9 pools, 7 restaurants, a million and 5 rooms – we found ourselves at the smaller Zimbali lodge for our whole stay. Mauritius meets the OVC in Phnom Penh. Colonial decor, quiet and serene and with attentive staff. I’ll never book a big hotel again. 

Except when we go on that cruise. The one on Marks bucketlist.

10.  Alarm calls vs rutting noises.

Of Impalas. And both make me giggle.

11. That a chev sonic actually has some power.

But it clearly is only a rental car as I’ve never seen it before.

12. Game drives and a bush holiday is more exhausting than anticipated.

Early starts and constantly processing whether it’s a rock or a lion as you drive a long call for serious afternoon naps.

13. That tourists really are that stupid in Africa.

A scot feeding a monkey on a bush stop. An Asian out of his car to take a photo of an elephant.

Really. That stupid. 

14. That leopards are like unicorns. They don’t actually exist.

They just are spoken of to draw us in and encourage us onto night drives. 

15. That life is really a series of lessons. Mistakes are made, hard times are encountered – You learn, you grow, you share the lesson with friends. Everyone is working on their relationships – with friends, parents, spouses. And working at it is the only way to have happiness. 

The question about luxury.

What does luxury mean to you?

Sounds like a campaign pay-off line for an asset management firm or investment bank, doesn’t it? But it’s not. it’s just me, thinking. Thinking about our recent stays at establishments that use the word ‘luxury’ in their branding.

Luxury, or five stars, aren’t necessarily the same thing in terms of official gradings, but understanding what is meant and what you’re expect helps.

Luxuries are the comforts that make your holiday stay better than staying at home. Now, if you’re a stay at home mom, with five screaming little ones under the age of 4 (unlikely In today’s world), then luxury could simply be having a nanny for five consecutive days and your own king sized bed(room). Some peace and quiet – that’s a universal definition for luxury I suppose.

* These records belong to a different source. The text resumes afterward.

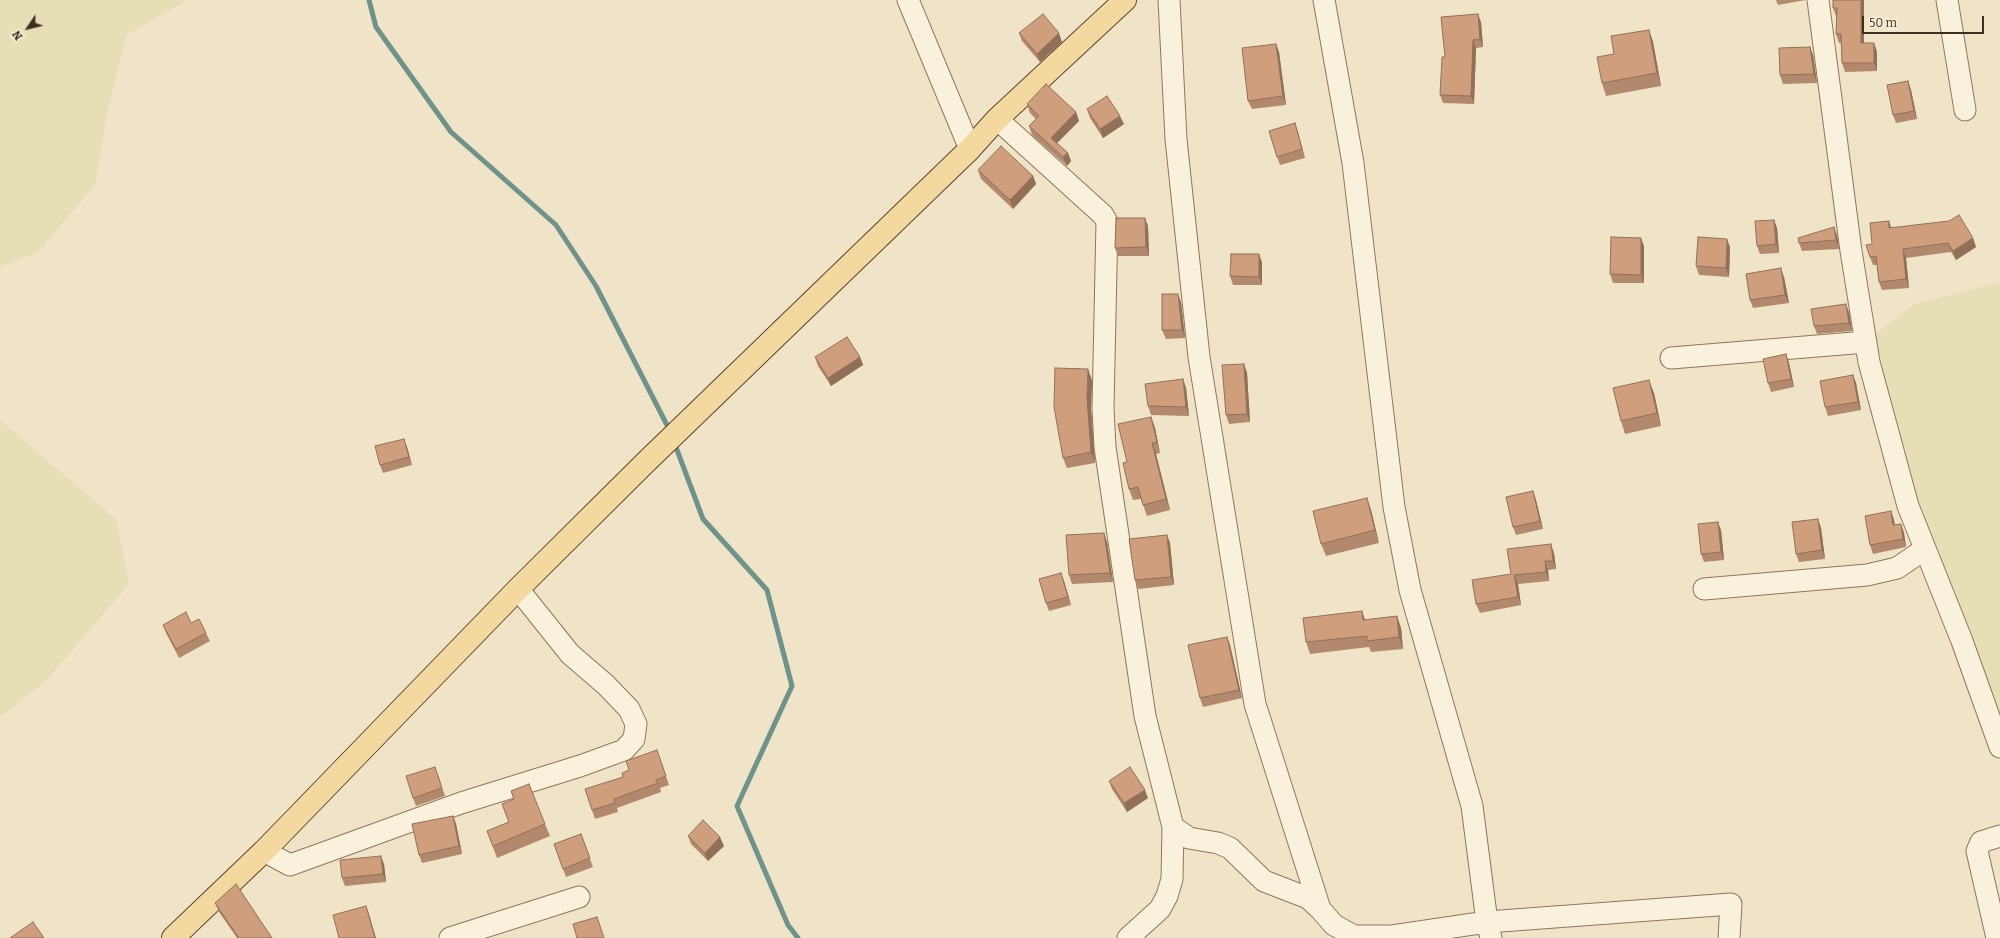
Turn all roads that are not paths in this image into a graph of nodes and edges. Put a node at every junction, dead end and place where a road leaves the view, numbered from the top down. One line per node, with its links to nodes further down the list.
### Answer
1 (908, 0): 9 (street)
2 (1125, 0): 8 (main road)
3 (1169, 0): 20 (street)
4 (1324, 0): 21 (street)
5 (1818, 0): 10 (street)
6 (1947, 0): 7 (street)
7 (1965, 110)
8 (997, 118): 9 (main road); 16 (street)
9 (970, 150): 13 (main road)
10 (1866, 342): 11 (street); 12 (street)
11 (1671, 358)
12 (1926, 549): 14 (street); 15 (street)
13 (518, 589): 18 (main road); 18 (street)
14 (1704, 589)
15 (2000, 747)
16 (1173, 827): 20 (street); 24 (street)
17 (2000, 836): 26 (street)
18 (264, 851): 22 (main road)
19 (579, 897): 23 (street)
20 (1320, 909): 21 (street)
21 (1489, 930): 25 (street)
22 (173, 938)
23 (450, 938)
24 (1128, 938)
25 (1729, 938)
26 (1997, 938)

Luxury for me is the comforts of my home that I adore, with the extra and attentive service and thoughtfulness offered in being away from it. King sized beds, cotton sheets (obviously!), bathrobes (I love a robe!) and (quality) showergels and creams. Earbuds, cotton wool and bottles of water, remembering by day 3 what my evening drink of choice is, or how I take my morning coffee. Pool side service (if there’s a pool) and a discreet but caring attitude of staff that makes me feel like royalty, even though we all know I’m not. That, is luxury.

From guesthouse to hotel, a five star or ‘luxury’ brand tag, should have this. It’s in the quality of what is delivered. It’s the service.

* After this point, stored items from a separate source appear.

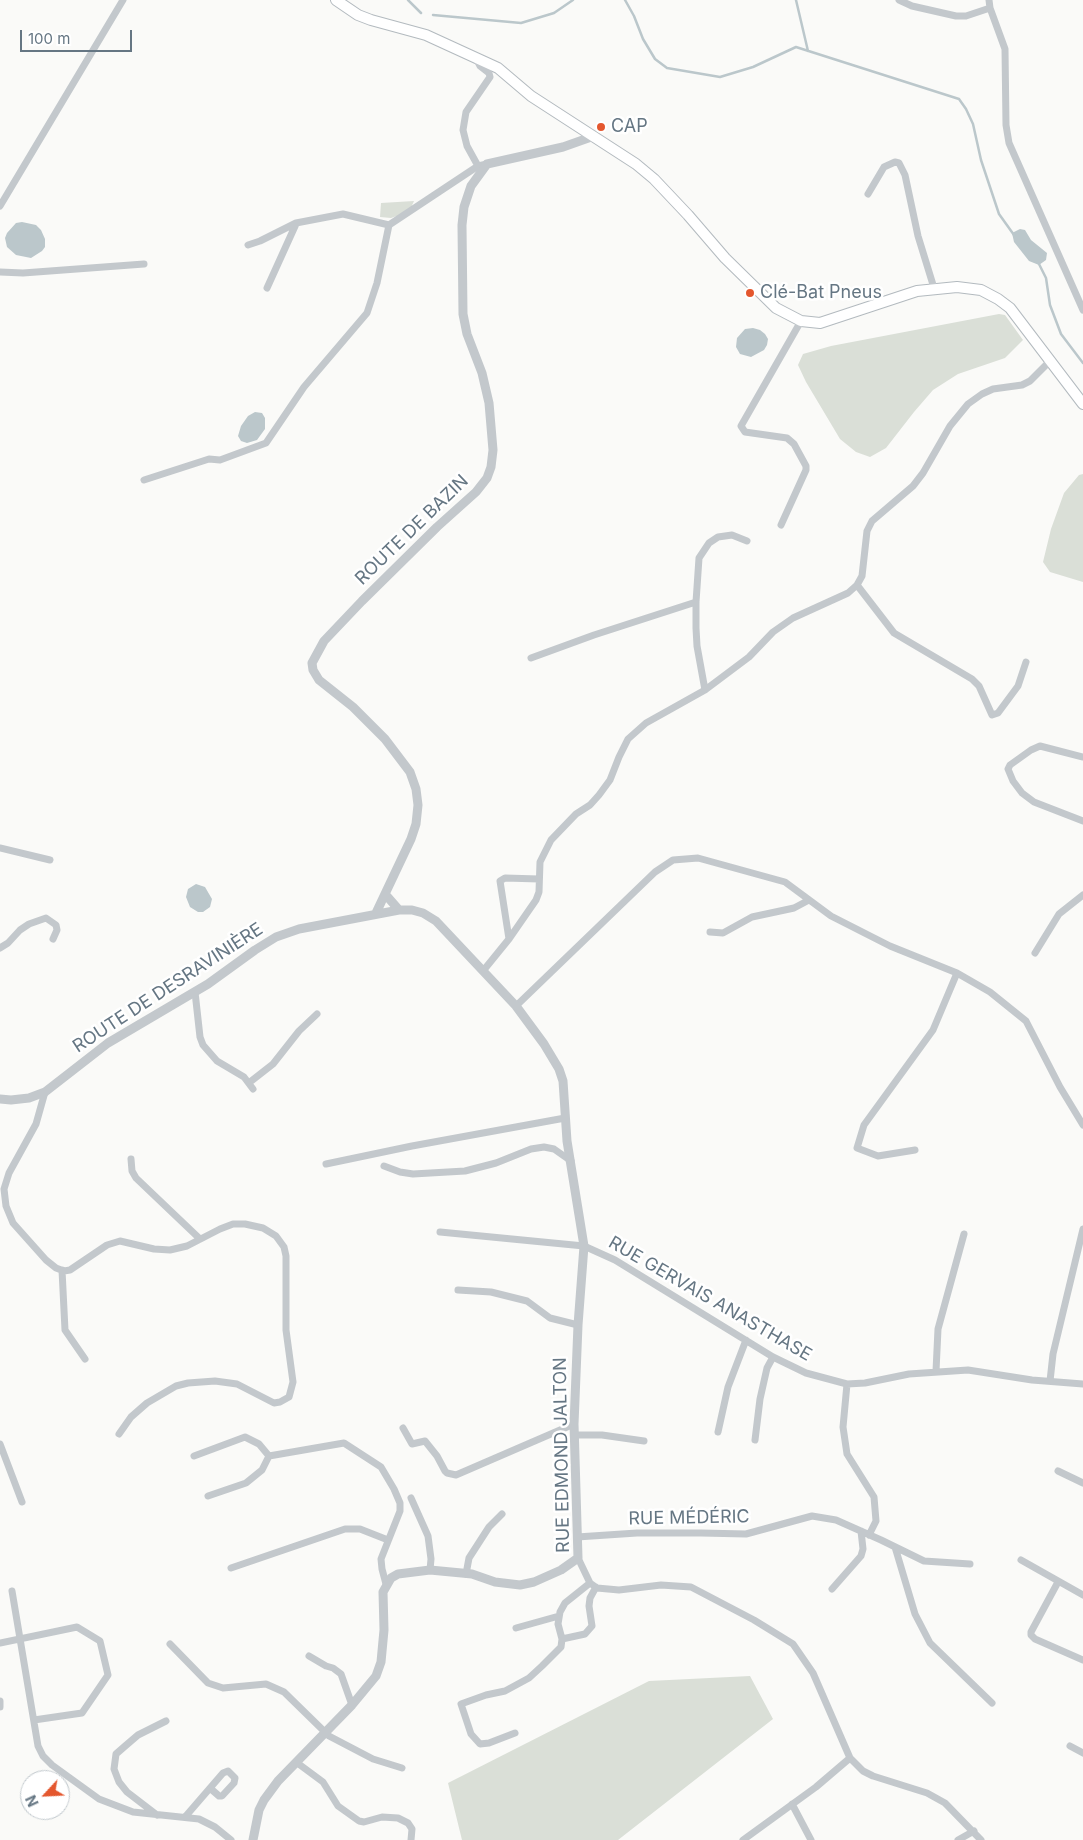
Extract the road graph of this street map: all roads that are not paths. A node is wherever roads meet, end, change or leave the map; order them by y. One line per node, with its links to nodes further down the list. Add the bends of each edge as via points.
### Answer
1 (123, 0): 10 (street)
2 (336, 0): 6 (main road, via 358,15 426,35)
3 (899, 0): 5 (street, via 956,16)
4 (989, 0): 5 (street)
5 (990, 8): 18 (street, via 1005,49 1006,125 1011,149)
6 (475, 56): 7 (main road, via 498,68 531,96); 8 (street, via 490,77 466,112 463,130 467,146)
7 (594, 136): 8 (street, via 570,145); 19 (main road, via 654,179 755,288 776,308)
8 (482, 165): 12 (street); 35 (street, ROUTE DE BAZIN, via 464,207 463,314 482,374 490,416 493,450 487,478 324,641 312,663 319,680 385,739 410,772 416,789 416,824)
9 (868, 194): 17 (street, via 884,167 899,163 905,175 918,236)
10 (0, 206)
11 (296, 223): 12 (street, via 343,214); 13 (street); 16 (street)
12 (389, 225): 22 (street, via 367,313 304,387 266,443 220,460 209,459)
13 (248, 245)
14 (144, 264): 15 (street)
15 (0, 272)
16 (267, 288)
17 (934, 288): 19 (main road, via 820,323); 20 (main road, via 981,290 998,299 1010,308)
18 (1083, 310)
19 (801, 321): 23 (street, via 740,426 746,432 787,438 806,466)
20 (1051, 360): 21 (main road); 25 (street, via 1030,381 993,389 968,404 950,426 923,474 872,520 867,531 862,576)
21 (1083, 404)
22 (144, 480)
23 (781, 525)
24 (747, 541): 26 (street, via 732,534 709,543 700,558)
25 (857, 585): 28 (street, via 894,633 972,679 979,686 992,715 998,713 1018,686); 29 (street, via 848,593 793,618)
26 (696, 602): 27 (street); 29 (street, via 697,646)
27 (531, 658)
28 (1026, 662)
29 (705, 690): 34 (street, via 646,723 628,739 610,780 599,795 551,840 540,862)
30 (1083, 756): 31 (street, via 1040,746 1023,755 1008,769 1013,782 1034,802)
31 (1083, 821)
32 (0, 848): 33 (street)
33 (50, 860)
34 (539, 879): 42 (street, via 536,900); 42 (street, via 505,878 500,881)
35 (385, 894): 38 (street); 39 (street, ROUTE DE BAZIN)
36 (1083, 895): 44 (street, via 1059,914)
37 (809, 900): 40 (street, via 794,908 752,917 723,933); 46 (street, via 831,916 890,946); 48 (street, via 785,882 698,858 672,860 655,872)
38 (399, 910): 39 (street, ROUTE DE DESRAVINIÈRE); 45 (street, ROUTE DE DESRAVINIÈRE, via 412,910 436,921)
39 (376, 913): 47 (street, ROUTE DE DESRAVINIÈRE, via 276,937)
40 (710, 932)
41 (54, 939): 43 (street, via 56,925 46,918 24,927)
42 (509, 939): 45 (street)
43 (0, 948)
44 (1035, 953)
45 (483, 971): 48 (street, ROUTE DE DESRAVINIÈRE)
46 (957, 973): 53 (street, via 990,992 1026,1021); 54 (street, via 934,1030 864,1125 857,1148 878,1156)
47 (195, 992): 49 (street, via 203,1045 217,1061 244,1077 252,1086); 50 (street, ROUTE DE DESRAVINIÈRE, via 108,1043)
48 (516, 1006): 52 (street, ROUTE DE DESRAVINIÈRE, via 559,1069 563,1081)
49 (316, 1014)
50 (45, 1092): 51 (street, ROUTE DE DESRAVINIÈRE, via 29,1098); 64 (street, via 36,1124 9,1173 4,1189 13,1223 46,1260)
51 (0, 1099)
52 (565, 1118): 56 (street, ROUTE DE DESRAVINIÈRE); 57 (street)
53 (1083, 1125)
54 (915, 1150)
55 (131, 1159): 62 (street, via 136,1178)
56 (571, 1162): 58 (street, via 554,1149 544,1147 465,1171 413,1174); 63 (street, ROUTE DE DESRAVINIÈRE)
57 (326, 1164)
58 (384, 1166)
59 (1083, 1230): 71 (street, via 1053,1354)
60 (440, 1232): 63 (street, RUE GERVAIS ANASTHASE)
61 (964, 1234): 70 (street, via 938,1329)
62 (200, 1239): 64 (street, via 170,1250 120,1242 107,1245 70,1270); 77 (street, via 233,1224 245,1224 263,1228 282,1242 286,1256 286,1330 292,1382 289,1397 274,1402 237,1384 215,1381 188,1383 176,1386 147,1403)
63 (584, 1246): 66 (street, RUE EDMOND JALTON); 67 (street, RUE GERVAIS ANASTHASE, via 615,1260)
64 (62, 1270): 69 (street, via 65,1330)
65 (458, 1290): 66 (street, via 491,1292 527,1301 550,1318)
66 (578, 1325): 74 (street, RUE EDMOND JALTON)
67 (746, 1340): 68 (street, RUE GERVAIS ANASTHASE); 76 (street, via 726,1394)
68 (773, 1357): 72 (street, RUE GERVAIS ANASTHASE, via 806,1373); 79 (street, via 760,1399)
69 (85, 1359)
70 (936, 1372): 71 (street, RUE GERVAIS ANASTHASE, via 968,1370); 72 (street, RUE GERVAIS ANASTHASE)
71 (1050, 1381): 73 (street, RUE GERVAIS ANASTHASE)
72 (847, 1384): 91 (street, via 843,1427 847,1454 874,1496 876,1521)
73 (1083, 1384)
74 (574, 1424): 75 (street, via 456,1475 445,1471 425,1441 412,1444); 78 (street, RUE EDMOND JALTON)
75 (403, 1428)
76 (718, 1432)
77 (119, 1434)
78 (574, 1434): 80 (street); 92 (street, RUE EDMOND JALTON)
79 (756, 1440)
80 (644, 1441)
81 (0, 1444): 88 (street)
82 (194, 1456): 83 (street, via 245,1437 260,1444)
83 (269, 1456): 86 (street, via 262,1470 246,1483); 93 (street, via 344,1443 375,1462 388,1476 400,1503)
84 (1058, 1471): 85 (street)
85 (1083, 1483)
86 (208, 1496)
87 (411, 1498): 99 (street, via 428,1536)
88 (22, 1502)
89 (502, 1514): 100 (street, via 469,1558)
90 (861, 1531): 91 (street, RUE MÉDÉRIC); 92 (street, RUE MÉDÉRIC, via 836,1520 812,1516 746,1534 637,1533); 104 (street, via 861,1556)
91 (869, 1535): 94 (street, RUE MÉDÉRIC)
92 (577, 1537): 95 (street, RUE EDMOND JALTON)
93 (388, 1540): 98 (street, via 360,1529 345,1529); 102 (street, via 381,1559)
94 (895, 1547): 97 (street, RUE MÉDÉRIC, via 924,1561); 116 (street, via 915,1614 930,1643)
95 (578, 1558): 100 (street, via 561,1570 520,1585 506,1585); 103 (street, RUE EDMOND JALTON)
96 (1021, 1560): 101 (street)
97 (970, 1564)
98 (231, 1568)
99 (430, 1570): 100 (street); 102 (street, via 398,1574)
100 (466, 1574)
101 (1058, 1582): 106 (street); 114 (street, via 1031,1632 1032,1637)
102 (386, 1584): 117 (street, via 382,1606 381,1662 370,1685)
103 (593, 1585): 107 (street, via 565,1603); 110 (street, via 589,1606 592,1626 585,1634); 125 (street, via 619,1590 660,1585 690,1587 748,1616 793,1644 813,1673)
104 (832, 1589)
105 (12, 1591): 109 (street)
106 (1083, 1596)
107 (559, 1616): 108 (street); 110 (street)
108 (516, 1628)
109 (20, 1639): 111 (street); 119 (street); 119 (street, via 77,1627 100,1641 108,1675 82,1713)
110 (562, 1639): 121 (street, via 561,1647 529,1678 505,1691 461,1704 471,1734 480,1744)
111 (0, 1643)
112 (170, 1644): 122 (street, via 208,1683 223,1688 266,1684 284,1692)
113 (309, 1656): 117 (street, via 341,1674)
114 (1083, 1660)
115 (0, 1701): 118 (street)
116 (992, 1703)
117 (352, 1705): 122 (street)
118 (0, 1707)
119 (34, 1720): 130 (street, via 38,1746 52,1765 99,1799 133,1812)
120 (166, 1721): 130 (street, via 124,1746 116,1754 114,1769 127,1792)
121 (515, 1732)
122 (324, 1733): 126 (street); 127 (street, via 373,1759)
123 (1070, 1746): 124 (street)
124 (1083, 1753)
125 (850, 1758): 129 (street); 132 (street, via 873,1776 928,1792 945,1803)
126 (296, 1762): 134 (street, via 264,1800); 135 (street, via 323,1782 338,1806 359,1821 398,1818 412,1829)
127 (402, 1768)
128 (210, 1789): 131 (street)
129 (792, 1804): 136 (street); 137 (street)
130 (157, 1815): 131 (street)
131 (185, 1817): 133 (street, via 199,1819)
132 (974, 1831): 138 (street); 139 (street)
133 (231, 1840)
134 (253, 1840)
135 (411, 1840)
136 (743, 1840)
137 (811, 1840)
138 (958, 1840)
139 (982, 1840)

We were recently at a guesthouse that sported five stars on their golden plaque outside their front gate, the price tag for the stay in line with those five neatly lined up icons. However, after sunning ourselves alongside the pool for a few hours with passing staff and no offer for refreshments, after which we were asked to bring in the sun loungers ourselves, I can safely assume the 5 stars and ‘luxury’ definition on their website were dished out by marketing individuals alone.

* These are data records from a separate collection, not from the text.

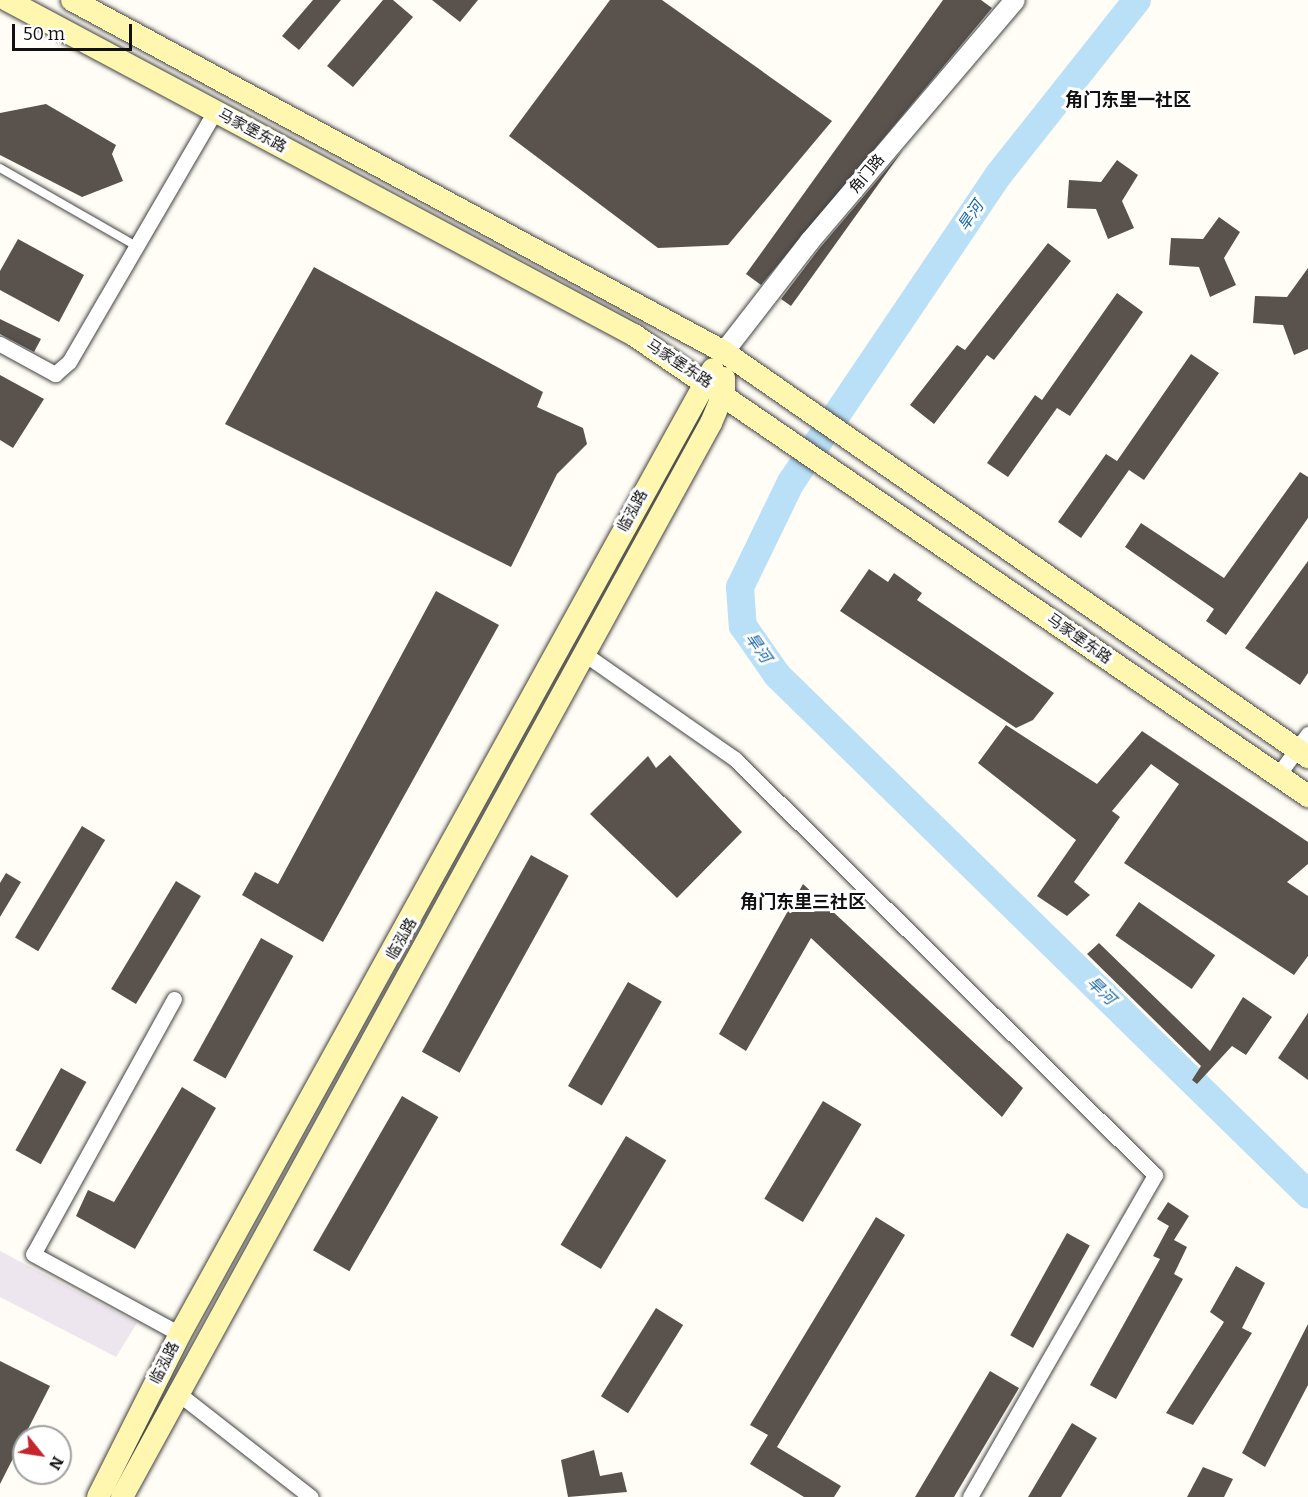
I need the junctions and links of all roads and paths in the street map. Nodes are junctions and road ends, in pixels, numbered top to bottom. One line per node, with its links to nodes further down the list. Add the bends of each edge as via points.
1 (8, 0): 4 (main road, 马家堡东路)
2 (72, 0): 8 (main road, 马家堡东路)
3 (1015, 0): 8 (street, 角门路, via 810,241)
4 (215, 111): 6 (street); 9 (main road, 马家堡东路, via 634,335)
5 (0, 168): 6 (lane)
6 (136, 246): 7 (street, via 69,362 55,374)
7 (0, 344)
8 (724, 352): 9 (main road); 11 (main road, 马家堡东路)
9 (715, 387): 10 (main road, 临泓路); 12 (main road, 马家堡东路); 15 (main road, 临泓路)
10 (583, 652): 16 (main road, 临泓路); 20 (street, via 735,759 1155,1175)
11 (1304, 747): 12 (street)
12 (1278, 775): 13 (main road, 马家堡东路)
13 (1308, 796)
14 (174, 999): 15 (street, via 33,1254)
15 (180, 1334): 17 (main road, 临泓路)
16 (179, 1394): 18 (main road, 临泓路); 19 (street)
17 (98, 1497)
18 (122, 1497)
19 (311, 1497)
20 (970, 1497)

So, what exactly is the universal standard of luxury? Is there even such a thing? And how can we trust that it’ll meet our expectations? Using hotel collections or reviewing travel awards (don’t get me started on the truth behind these things, I worked for a company, I’m in the know of their authenticity!) – would this give us enough information? Even tripadvisor – real people, staying in the same place you plan to. But even these are subjective in terms of whether your expectation will be met or exceeded.

How do we really know before we travel the truth about the luxury tag an establishment has?